■ SUPPLIED INFORMATION:
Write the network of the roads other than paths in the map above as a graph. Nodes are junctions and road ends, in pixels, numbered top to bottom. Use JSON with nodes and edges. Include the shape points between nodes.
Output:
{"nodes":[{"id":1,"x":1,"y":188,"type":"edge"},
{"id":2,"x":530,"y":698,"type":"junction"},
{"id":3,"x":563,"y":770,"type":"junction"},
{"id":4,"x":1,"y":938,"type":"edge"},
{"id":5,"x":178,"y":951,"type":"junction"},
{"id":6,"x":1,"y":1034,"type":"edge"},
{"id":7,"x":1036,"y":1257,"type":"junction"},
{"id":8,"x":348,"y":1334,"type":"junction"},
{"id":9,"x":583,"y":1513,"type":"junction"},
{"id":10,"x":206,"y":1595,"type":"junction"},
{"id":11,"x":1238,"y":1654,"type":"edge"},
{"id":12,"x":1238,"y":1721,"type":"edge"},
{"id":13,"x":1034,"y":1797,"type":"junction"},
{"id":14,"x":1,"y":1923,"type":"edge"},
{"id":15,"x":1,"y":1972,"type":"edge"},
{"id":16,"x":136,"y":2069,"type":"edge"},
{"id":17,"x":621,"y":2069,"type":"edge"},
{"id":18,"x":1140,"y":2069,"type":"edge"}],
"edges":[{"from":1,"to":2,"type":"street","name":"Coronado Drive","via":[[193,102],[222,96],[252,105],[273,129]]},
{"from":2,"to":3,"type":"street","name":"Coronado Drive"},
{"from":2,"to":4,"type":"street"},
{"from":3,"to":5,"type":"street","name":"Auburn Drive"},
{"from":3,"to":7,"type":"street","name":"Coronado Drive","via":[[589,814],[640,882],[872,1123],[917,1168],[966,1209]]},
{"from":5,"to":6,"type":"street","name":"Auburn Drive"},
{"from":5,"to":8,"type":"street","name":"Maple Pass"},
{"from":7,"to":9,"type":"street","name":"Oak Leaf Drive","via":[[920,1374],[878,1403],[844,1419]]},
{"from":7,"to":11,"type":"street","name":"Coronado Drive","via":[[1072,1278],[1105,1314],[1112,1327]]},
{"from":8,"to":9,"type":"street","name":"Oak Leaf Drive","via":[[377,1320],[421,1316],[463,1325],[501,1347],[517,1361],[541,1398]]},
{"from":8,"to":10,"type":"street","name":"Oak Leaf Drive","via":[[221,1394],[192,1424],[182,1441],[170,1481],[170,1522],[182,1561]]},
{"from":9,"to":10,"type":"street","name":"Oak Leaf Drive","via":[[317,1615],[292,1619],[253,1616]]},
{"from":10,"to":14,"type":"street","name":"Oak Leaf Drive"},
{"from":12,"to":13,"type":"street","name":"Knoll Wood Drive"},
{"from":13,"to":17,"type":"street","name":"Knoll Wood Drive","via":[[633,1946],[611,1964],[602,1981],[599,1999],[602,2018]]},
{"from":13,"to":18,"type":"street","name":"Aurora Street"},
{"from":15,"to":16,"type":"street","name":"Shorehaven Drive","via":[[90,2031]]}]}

■ EXERCISE DETAILS: Read each line of the material, and wherever the word "edges" turns up, copy that line.

■ ANSWER TO THE PROBLEM:
Write the network of the roads other than paths in the map above as a graph. Nodes are junctions and road ends, in pixels, numbered top to bottom. Use JSON with nodes and edges. Include the shape points between nodes.
"edges":[{"from":1,"to":2,"type":"street","name":"Coronado Drive","via":[[193,102],[222,96],[252,105],[273,129]]},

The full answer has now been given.